» **INSTRUCTIONS FOR THE TASK**
In the listing below, find each line with the string "highway" and return it.

» **INFORMATION**
____________

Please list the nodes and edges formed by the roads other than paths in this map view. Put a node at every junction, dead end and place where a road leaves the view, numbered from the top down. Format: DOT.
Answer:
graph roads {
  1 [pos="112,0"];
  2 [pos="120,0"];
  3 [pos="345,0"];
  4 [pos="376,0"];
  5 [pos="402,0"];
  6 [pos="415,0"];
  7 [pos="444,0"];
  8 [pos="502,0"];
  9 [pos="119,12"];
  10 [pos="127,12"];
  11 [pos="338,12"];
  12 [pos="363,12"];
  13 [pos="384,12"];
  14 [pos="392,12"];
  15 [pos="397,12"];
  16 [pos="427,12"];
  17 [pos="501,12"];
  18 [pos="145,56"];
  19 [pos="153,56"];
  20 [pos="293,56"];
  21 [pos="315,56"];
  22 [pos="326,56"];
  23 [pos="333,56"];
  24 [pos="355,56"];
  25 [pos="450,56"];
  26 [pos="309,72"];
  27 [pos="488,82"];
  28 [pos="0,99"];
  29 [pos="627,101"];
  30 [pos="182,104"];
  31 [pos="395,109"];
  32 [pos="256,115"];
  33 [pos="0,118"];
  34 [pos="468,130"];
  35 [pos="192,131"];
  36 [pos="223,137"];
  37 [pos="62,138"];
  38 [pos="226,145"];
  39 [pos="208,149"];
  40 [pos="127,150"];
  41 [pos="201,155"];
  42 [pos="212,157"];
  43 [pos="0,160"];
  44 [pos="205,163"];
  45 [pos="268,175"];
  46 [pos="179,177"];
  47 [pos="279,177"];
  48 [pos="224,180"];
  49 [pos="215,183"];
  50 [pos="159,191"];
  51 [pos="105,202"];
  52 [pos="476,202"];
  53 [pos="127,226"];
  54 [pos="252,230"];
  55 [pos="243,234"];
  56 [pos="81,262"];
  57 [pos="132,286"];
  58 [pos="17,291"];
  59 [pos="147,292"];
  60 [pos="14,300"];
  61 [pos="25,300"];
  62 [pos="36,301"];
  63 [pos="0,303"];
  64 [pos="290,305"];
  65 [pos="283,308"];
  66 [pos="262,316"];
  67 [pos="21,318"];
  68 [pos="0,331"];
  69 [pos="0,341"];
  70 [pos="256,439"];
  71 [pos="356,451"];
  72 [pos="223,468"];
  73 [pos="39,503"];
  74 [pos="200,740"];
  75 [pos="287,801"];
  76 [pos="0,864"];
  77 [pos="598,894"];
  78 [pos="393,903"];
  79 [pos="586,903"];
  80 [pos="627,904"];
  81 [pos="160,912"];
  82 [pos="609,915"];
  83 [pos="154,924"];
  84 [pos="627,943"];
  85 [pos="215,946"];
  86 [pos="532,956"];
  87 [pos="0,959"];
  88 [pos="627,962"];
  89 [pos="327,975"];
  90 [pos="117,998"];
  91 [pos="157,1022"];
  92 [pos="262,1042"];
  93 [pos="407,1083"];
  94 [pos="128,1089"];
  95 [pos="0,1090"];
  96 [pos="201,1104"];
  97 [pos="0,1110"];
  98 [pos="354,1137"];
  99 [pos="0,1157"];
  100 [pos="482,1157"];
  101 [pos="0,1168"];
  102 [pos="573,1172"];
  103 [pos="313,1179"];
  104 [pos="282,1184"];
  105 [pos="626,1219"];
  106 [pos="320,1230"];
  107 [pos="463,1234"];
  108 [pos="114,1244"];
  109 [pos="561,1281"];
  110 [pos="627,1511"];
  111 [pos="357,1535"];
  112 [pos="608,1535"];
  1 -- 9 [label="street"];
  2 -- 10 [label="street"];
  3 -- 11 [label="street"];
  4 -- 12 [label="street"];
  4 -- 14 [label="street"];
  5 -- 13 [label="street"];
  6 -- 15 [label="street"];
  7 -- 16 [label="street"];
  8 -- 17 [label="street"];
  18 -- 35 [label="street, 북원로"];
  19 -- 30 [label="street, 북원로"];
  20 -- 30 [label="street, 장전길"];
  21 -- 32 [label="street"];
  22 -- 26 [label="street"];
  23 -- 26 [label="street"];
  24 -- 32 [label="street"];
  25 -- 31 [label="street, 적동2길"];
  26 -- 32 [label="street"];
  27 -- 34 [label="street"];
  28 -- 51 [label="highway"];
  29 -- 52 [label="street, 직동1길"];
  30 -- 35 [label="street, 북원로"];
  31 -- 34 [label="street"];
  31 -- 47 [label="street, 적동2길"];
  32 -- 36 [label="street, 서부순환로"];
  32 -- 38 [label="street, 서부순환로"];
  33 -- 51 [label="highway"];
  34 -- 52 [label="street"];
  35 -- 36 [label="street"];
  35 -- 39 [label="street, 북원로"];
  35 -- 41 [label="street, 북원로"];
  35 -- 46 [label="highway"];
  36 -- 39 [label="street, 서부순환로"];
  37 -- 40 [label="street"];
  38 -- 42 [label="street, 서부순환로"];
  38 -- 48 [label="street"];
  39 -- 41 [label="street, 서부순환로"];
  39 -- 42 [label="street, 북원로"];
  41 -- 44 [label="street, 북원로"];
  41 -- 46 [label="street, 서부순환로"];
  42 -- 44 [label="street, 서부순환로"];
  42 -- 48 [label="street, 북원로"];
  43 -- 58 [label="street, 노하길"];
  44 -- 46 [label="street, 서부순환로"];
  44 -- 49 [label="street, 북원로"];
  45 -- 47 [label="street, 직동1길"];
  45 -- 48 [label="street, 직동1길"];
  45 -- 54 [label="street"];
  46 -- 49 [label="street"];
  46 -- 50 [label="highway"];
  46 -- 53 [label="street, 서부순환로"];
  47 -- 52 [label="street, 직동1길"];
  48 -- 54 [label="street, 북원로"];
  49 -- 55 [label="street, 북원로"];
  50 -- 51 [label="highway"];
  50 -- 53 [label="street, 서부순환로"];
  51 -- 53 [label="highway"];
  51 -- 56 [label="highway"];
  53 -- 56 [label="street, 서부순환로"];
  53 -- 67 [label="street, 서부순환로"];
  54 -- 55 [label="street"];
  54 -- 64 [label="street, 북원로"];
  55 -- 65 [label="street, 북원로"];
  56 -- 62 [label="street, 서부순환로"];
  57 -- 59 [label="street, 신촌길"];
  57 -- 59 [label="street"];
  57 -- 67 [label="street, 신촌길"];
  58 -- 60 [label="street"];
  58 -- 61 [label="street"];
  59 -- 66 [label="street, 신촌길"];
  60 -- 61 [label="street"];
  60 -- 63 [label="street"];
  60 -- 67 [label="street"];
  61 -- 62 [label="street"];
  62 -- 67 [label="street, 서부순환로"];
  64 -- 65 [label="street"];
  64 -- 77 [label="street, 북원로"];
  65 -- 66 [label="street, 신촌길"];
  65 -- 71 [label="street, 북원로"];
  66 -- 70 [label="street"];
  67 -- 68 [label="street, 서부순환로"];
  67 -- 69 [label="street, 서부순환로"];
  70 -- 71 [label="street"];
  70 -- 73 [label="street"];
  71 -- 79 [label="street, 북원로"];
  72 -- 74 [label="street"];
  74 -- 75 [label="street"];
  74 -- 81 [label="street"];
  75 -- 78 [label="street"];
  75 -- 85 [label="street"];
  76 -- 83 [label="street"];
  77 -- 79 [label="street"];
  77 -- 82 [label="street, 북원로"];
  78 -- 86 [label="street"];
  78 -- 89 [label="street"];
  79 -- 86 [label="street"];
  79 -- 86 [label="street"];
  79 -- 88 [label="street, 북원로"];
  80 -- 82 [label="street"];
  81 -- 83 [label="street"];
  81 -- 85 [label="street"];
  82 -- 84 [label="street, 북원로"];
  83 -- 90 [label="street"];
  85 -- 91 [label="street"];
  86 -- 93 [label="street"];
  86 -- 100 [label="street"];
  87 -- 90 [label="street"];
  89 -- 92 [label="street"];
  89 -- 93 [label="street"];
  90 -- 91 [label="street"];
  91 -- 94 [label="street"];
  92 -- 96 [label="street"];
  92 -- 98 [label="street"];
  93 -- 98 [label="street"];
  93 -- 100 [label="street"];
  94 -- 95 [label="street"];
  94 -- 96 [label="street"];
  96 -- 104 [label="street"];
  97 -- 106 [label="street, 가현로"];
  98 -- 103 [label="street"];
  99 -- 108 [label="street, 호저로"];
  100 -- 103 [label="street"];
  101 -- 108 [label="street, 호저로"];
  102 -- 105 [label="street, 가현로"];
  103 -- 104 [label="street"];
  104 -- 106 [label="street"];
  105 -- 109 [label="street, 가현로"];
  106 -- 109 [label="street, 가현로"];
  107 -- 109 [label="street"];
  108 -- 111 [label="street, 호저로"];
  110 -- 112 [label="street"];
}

____________

» **EXERCISE RESPONSE**
  28 -- 51 [label="highway"];
  33 -- 51 [label="highway"];
  35 -- 46 [label="highway"];
  46 -- 50 [label="highway"];
  50 -- 51 [label="highway"];
  51 -- 53 [label="highway"];
  51 -- 56 [label="highway"];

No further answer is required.